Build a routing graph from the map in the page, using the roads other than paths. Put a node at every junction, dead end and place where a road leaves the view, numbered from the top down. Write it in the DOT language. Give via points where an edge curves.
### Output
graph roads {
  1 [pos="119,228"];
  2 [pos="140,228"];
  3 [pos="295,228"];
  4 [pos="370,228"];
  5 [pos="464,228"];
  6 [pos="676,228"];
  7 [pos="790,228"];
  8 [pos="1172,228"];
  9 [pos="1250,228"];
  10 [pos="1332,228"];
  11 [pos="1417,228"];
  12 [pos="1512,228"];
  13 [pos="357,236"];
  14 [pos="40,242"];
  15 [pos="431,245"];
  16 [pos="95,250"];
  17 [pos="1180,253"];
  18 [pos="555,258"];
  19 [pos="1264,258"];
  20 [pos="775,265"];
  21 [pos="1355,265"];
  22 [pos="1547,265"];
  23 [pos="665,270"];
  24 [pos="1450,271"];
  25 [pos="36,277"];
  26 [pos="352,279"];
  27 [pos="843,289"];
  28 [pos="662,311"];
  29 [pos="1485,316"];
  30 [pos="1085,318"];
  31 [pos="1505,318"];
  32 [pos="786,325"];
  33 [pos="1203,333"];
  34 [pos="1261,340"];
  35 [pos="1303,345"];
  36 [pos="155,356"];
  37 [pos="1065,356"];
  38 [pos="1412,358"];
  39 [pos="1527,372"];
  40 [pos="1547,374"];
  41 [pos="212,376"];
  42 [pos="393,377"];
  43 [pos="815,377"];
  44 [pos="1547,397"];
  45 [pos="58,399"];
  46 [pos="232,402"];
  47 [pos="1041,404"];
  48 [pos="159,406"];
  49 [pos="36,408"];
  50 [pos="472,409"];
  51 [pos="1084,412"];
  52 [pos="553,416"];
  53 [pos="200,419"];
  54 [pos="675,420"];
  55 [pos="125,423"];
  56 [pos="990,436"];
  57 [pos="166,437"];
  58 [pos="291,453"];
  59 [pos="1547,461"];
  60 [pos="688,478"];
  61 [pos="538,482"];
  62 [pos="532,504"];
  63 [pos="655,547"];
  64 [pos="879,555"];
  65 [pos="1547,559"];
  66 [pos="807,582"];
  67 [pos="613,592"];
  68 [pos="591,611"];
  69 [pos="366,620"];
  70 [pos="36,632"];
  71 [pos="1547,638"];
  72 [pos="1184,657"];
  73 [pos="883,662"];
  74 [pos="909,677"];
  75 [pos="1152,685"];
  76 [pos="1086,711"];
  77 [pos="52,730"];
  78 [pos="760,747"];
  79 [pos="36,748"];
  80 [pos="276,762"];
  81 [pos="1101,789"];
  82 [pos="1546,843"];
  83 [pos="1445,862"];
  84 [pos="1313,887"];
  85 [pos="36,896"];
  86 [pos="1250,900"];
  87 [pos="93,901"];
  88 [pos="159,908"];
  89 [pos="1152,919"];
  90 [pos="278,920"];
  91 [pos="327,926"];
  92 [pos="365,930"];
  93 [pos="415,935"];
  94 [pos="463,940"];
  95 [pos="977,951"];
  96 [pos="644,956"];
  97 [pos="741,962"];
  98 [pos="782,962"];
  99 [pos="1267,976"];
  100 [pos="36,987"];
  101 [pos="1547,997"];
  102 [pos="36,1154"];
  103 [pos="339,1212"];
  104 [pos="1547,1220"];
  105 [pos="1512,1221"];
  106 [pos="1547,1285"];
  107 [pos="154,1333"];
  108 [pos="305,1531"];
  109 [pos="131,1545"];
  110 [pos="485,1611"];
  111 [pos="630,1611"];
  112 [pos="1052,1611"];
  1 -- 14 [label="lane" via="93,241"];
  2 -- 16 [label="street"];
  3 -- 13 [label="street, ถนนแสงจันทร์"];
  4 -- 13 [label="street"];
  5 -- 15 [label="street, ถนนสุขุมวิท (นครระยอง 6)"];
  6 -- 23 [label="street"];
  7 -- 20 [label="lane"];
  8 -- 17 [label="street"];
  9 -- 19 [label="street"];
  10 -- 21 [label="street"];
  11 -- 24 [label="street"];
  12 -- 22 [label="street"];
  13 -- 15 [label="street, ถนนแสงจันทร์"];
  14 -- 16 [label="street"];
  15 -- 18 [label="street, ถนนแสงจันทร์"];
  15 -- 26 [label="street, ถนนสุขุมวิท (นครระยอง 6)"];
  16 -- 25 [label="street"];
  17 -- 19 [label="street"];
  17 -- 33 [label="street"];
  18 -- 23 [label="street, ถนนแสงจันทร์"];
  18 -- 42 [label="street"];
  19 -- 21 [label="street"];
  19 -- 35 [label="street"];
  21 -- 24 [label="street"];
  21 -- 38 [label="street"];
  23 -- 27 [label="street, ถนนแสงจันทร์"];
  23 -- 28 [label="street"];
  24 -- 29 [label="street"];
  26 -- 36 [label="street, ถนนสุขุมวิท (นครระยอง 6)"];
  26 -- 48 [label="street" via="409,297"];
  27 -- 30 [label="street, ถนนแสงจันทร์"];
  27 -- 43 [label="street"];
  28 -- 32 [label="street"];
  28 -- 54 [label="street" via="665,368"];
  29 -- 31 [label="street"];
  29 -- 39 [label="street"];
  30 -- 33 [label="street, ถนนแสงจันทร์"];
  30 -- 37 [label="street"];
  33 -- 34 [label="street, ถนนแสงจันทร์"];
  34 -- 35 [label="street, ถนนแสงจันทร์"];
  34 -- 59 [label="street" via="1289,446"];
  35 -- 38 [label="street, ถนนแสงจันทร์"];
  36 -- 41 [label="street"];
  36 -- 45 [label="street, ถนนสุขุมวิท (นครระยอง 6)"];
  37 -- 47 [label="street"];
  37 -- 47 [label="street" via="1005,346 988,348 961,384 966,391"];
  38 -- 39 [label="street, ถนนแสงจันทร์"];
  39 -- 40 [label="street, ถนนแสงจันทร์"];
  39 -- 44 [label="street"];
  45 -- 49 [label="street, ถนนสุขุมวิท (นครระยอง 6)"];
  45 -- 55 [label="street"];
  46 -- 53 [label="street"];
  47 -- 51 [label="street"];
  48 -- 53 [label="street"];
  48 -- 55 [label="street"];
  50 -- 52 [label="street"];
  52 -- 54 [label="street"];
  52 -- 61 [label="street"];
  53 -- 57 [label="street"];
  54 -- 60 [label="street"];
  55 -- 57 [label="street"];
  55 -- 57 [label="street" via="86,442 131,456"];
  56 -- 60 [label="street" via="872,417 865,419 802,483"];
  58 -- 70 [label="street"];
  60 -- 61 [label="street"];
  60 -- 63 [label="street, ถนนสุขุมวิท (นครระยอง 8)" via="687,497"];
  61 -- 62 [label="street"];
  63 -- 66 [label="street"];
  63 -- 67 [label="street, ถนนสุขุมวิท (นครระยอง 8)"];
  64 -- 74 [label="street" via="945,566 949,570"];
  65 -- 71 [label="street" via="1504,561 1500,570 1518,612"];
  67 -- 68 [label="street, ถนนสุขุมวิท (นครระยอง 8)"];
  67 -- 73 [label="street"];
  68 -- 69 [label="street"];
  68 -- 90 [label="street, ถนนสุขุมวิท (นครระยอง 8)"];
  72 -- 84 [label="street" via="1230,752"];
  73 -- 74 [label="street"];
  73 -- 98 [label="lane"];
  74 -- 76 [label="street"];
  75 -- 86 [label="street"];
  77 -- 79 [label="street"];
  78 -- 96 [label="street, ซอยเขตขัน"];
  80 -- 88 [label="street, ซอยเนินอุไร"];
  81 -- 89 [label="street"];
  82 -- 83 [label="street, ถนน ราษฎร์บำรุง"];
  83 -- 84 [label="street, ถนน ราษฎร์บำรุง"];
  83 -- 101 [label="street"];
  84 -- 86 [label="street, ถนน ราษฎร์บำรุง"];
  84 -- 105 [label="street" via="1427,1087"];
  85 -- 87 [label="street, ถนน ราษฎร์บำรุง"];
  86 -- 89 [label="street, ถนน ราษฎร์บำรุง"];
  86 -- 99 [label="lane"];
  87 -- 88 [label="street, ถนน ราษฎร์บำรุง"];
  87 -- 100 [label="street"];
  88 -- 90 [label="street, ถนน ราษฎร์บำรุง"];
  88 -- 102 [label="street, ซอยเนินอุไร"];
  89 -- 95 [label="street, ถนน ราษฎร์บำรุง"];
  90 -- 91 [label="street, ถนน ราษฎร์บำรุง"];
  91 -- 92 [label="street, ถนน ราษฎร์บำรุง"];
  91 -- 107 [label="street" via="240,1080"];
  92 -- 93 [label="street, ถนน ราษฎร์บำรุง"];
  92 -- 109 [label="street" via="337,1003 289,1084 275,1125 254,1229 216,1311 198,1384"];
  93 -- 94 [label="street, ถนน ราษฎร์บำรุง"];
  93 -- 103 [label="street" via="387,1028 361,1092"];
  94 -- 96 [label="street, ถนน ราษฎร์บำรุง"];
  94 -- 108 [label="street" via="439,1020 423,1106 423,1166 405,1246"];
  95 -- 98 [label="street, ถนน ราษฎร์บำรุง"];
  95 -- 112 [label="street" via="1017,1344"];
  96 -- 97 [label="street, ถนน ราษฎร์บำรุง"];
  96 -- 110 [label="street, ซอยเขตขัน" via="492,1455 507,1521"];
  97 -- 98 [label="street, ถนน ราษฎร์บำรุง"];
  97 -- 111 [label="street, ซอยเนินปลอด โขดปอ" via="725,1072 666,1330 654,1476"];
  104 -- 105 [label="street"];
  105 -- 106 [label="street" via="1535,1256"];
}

Work order:
Set apart and copy each line of the records that holds the word "ซอยเน".

Answer below:
  80 -- 88 [label="street, ซอยเนินอุไร"];
  88 -- 102 [label="street, ซอยเนินอุไร"];
  97 -- 111 [label="street, ซอยเนินปลอด โขดปอ" via="725,1072 666,1330 654,1476"];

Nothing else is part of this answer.